Other notables from the past week:
I wrote The many versions of 2014 Ontario Electricity Generation - which is mainly about data collection and reporting, but if you follow my work on Ontario's electricity sector and emissions, should be of interest. Of note, no solar is reported despite growing faster than any source in Ontario.
I also wrote The hidden continuity in Ontario Electricity Demand, which shows how unreported solar impacts perceived consumption patterns in Ontario.
Reuters reports Norway is looking at ending renewable subsidies within half a decade. Keith's article hints at one reason why: variable renewable energy sources (vRES) depressing the price of other generation - in Norway's case, hydro.
Swedish Vattenfall disposed of German lignite assets by paying a Czech firm to take them - as I understood the Reuters report.
France is still touted to go ahead with nuclear build in U.K.
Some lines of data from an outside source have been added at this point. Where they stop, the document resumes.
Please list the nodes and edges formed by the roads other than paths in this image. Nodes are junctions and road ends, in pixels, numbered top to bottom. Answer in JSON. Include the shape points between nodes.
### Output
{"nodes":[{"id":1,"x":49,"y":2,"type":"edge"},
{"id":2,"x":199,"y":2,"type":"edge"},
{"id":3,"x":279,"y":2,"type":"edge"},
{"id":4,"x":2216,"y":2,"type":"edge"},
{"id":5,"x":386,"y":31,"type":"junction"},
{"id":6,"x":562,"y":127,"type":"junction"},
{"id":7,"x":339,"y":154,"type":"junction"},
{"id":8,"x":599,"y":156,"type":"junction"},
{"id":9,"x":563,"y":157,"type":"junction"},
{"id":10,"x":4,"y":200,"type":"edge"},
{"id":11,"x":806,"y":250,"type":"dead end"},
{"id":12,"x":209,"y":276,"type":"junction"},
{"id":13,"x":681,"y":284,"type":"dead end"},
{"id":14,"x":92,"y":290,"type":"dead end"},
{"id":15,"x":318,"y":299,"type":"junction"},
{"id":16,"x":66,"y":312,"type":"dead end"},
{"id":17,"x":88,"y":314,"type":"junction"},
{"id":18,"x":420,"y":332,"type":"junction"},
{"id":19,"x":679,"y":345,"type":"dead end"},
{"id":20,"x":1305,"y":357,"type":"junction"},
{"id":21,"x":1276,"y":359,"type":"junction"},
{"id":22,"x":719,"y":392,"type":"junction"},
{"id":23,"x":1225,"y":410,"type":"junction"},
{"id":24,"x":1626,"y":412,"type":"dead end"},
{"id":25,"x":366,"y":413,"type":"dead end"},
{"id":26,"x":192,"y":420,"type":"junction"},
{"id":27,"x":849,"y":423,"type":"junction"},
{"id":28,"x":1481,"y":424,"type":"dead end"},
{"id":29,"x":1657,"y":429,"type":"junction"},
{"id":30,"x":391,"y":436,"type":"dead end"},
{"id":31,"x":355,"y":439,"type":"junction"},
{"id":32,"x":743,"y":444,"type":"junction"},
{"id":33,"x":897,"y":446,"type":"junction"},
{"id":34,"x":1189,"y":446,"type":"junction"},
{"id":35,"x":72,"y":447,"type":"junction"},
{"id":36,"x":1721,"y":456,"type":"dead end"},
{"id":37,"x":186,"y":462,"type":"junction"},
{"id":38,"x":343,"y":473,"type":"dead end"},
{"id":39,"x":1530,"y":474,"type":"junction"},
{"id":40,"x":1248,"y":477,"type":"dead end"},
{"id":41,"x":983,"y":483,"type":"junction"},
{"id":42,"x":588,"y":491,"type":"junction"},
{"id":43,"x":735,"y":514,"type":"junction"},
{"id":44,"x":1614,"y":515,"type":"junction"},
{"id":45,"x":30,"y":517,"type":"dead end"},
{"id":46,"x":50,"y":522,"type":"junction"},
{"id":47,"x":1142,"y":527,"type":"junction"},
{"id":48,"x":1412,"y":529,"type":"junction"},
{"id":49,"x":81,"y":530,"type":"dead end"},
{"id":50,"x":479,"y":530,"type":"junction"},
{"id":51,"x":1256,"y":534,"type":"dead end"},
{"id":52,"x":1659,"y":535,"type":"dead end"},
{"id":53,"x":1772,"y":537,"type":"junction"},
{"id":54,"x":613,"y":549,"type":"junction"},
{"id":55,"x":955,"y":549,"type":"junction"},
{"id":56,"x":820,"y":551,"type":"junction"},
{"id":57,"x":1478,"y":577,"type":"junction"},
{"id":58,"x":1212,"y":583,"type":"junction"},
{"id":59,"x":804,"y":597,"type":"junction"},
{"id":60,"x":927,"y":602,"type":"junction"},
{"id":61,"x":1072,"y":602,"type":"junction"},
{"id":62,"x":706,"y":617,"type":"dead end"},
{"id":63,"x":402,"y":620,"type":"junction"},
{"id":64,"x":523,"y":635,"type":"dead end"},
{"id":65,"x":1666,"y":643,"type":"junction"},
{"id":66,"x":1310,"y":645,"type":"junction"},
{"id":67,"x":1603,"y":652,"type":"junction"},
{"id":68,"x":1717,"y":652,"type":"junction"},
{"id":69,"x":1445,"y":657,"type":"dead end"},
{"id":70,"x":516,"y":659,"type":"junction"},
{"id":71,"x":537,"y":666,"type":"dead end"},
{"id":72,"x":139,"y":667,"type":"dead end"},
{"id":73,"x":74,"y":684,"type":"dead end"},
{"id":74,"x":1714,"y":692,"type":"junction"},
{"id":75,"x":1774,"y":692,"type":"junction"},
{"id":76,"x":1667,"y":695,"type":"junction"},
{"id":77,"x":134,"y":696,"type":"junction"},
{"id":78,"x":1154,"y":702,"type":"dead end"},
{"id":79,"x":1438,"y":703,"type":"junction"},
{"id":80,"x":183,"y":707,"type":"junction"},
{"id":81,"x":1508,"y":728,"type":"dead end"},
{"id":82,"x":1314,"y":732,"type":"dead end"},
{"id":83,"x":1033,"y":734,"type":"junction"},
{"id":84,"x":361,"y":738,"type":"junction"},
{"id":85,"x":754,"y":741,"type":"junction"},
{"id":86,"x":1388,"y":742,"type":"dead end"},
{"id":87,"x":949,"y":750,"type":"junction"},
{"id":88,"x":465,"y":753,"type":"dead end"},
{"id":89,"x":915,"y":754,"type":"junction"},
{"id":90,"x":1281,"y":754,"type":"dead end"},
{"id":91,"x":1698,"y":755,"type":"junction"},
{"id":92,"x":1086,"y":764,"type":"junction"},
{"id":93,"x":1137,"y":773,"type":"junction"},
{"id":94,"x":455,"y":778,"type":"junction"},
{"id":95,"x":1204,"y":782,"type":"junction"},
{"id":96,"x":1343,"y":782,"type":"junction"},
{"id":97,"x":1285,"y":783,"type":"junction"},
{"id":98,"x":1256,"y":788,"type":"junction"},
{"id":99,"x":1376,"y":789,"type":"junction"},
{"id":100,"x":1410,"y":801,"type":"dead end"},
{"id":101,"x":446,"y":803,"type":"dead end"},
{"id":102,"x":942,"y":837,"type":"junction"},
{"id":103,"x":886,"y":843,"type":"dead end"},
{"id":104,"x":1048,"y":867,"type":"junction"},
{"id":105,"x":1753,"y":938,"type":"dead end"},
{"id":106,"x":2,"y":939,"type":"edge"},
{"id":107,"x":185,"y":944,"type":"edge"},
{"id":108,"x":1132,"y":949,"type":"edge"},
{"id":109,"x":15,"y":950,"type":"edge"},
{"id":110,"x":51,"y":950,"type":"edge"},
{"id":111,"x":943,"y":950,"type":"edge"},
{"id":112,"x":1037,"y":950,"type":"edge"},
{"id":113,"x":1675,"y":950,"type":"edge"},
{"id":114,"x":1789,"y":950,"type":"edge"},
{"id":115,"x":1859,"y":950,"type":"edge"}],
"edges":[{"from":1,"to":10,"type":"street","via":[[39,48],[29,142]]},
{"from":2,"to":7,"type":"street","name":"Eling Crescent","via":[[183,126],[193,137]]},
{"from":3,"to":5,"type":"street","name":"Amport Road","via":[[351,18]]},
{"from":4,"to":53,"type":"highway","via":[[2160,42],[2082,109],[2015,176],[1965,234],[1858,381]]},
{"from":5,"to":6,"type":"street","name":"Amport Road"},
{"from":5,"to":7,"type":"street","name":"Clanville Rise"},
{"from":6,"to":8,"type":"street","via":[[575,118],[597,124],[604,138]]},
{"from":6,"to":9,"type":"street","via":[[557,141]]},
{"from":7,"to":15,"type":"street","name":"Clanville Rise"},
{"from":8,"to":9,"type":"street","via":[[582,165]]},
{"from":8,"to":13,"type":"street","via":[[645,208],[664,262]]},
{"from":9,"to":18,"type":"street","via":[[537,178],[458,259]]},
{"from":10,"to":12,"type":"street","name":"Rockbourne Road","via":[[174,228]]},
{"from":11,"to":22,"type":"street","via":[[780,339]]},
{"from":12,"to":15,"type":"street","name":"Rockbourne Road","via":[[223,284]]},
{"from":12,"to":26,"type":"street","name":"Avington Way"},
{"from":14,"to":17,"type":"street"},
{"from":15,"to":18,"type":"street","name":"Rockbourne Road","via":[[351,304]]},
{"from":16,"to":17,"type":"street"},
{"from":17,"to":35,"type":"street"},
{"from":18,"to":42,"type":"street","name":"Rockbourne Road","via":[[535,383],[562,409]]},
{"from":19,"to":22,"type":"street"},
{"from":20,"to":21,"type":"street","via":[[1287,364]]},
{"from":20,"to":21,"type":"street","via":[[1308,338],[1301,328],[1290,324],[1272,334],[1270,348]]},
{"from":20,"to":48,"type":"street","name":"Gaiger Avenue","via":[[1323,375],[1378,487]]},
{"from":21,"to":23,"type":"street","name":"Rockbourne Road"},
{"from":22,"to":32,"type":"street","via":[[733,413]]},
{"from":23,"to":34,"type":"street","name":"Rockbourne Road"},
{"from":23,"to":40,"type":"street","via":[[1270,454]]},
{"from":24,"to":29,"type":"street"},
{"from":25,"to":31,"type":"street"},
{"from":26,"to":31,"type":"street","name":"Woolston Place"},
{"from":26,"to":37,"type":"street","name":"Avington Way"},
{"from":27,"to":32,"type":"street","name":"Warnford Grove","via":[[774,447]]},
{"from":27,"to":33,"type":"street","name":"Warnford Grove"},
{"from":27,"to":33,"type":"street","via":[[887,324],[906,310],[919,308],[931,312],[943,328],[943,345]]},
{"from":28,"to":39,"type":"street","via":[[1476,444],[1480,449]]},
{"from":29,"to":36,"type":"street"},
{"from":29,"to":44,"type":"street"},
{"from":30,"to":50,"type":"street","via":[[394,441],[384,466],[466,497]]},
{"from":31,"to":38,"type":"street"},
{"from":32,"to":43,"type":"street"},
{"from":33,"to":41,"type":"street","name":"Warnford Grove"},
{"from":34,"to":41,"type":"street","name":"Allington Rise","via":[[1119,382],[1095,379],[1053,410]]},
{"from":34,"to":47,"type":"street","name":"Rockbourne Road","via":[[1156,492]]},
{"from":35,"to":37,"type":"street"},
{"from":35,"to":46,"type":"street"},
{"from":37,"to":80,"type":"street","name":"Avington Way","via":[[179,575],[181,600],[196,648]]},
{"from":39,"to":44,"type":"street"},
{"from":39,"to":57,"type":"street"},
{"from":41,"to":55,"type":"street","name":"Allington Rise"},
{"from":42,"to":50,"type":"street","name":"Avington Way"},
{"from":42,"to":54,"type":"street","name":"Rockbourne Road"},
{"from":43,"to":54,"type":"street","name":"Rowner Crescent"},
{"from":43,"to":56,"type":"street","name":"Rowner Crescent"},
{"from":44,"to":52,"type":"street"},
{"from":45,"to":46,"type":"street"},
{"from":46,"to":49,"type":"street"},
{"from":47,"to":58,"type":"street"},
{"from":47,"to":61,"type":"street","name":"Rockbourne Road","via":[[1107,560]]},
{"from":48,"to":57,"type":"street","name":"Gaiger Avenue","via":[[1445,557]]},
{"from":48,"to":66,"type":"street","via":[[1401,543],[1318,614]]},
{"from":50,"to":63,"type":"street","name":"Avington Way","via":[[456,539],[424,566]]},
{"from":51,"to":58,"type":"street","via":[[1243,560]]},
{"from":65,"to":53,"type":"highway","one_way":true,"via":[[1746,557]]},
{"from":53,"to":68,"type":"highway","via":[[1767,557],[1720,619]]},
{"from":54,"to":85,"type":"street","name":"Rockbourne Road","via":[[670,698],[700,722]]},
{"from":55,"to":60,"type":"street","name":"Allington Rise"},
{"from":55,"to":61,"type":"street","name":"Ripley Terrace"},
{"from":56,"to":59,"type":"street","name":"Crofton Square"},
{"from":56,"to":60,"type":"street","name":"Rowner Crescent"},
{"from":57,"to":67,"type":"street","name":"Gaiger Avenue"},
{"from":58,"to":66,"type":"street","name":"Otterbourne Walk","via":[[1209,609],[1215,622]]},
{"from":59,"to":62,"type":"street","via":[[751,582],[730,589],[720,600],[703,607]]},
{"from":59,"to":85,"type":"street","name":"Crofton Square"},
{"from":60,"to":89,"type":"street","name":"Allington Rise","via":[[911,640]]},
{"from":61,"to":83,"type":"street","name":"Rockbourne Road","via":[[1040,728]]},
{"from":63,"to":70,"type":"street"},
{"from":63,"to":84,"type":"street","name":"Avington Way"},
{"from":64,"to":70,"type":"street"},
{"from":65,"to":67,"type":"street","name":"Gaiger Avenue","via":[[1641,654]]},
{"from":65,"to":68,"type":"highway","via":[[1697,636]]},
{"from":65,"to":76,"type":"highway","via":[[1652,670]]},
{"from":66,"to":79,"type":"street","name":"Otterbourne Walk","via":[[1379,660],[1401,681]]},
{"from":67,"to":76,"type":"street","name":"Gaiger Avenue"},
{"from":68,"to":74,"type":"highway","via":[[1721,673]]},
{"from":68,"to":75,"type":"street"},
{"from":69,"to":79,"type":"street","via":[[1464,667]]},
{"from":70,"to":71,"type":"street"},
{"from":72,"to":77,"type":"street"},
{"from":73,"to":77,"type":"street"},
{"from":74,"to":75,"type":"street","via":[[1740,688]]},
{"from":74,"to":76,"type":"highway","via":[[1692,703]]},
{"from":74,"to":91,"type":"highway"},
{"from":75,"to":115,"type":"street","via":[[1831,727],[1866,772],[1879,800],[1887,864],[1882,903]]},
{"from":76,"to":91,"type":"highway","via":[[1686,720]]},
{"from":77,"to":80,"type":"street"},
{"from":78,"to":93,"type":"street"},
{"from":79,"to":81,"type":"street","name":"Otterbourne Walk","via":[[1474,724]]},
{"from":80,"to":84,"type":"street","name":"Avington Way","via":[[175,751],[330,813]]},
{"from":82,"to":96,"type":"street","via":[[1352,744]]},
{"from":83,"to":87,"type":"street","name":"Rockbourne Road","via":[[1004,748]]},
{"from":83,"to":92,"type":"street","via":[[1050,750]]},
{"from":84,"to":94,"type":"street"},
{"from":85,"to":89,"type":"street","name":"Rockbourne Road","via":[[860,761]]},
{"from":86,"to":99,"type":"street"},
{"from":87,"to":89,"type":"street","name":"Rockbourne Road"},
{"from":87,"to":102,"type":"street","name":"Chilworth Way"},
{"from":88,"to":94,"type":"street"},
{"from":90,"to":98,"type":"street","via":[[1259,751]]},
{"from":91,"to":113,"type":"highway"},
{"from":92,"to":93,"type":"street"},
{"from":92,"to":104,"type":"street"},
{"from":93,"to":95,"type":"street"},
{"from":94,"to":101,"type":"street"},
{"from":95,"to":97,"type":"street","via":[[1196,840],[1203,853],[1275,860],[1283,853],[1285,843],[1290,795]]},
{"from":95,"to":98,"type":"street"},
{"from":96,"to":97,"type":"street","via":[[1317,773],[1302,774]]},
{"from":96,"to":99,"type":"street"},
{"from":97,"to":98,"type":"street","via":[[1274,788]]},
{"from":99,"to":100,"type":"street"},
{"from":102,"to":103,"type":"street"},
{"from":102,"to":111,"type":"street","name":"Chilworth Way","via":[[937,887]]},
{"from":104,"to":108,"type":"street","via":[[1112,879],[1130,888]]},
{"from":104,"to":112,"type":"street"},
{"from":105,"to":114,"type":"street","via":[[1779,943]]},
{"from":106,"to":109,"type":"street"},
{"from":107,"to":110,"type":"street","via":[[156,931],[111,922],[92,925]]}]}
Ontario's energy minister started the week calling the latest rate hike an "aberration" - it hoists up summer 2016 rates up from 2015's with the average annual increase over the past 8 years.
Ontario's energy minister ended the week citing an 11 year-old study, done for the government, incorrectly - again.
Ontario's Finance Minister didn't do much better, as I showed in The $113 bill "for Nothing"... That post quickly became the most viewed ever on my Wordpress site.
Finally, my main blog received a new post, 10700: Ontario's beastly number. I'd had big hopes for this post (and received some very nice comments on it), but it was one of those unpleasant writing experiences where my original intent to demonstrate the shortcomings of a target gave way to an understanding in the act of producing the work - that the target wouldn't be changed because it defined the government as green. Days later Ontario's Premier would demonstrate this in her too pious non-responses to questioning in the legislature - as I covered in This earth day, think on Wynne’s high electricity prices as stigmata.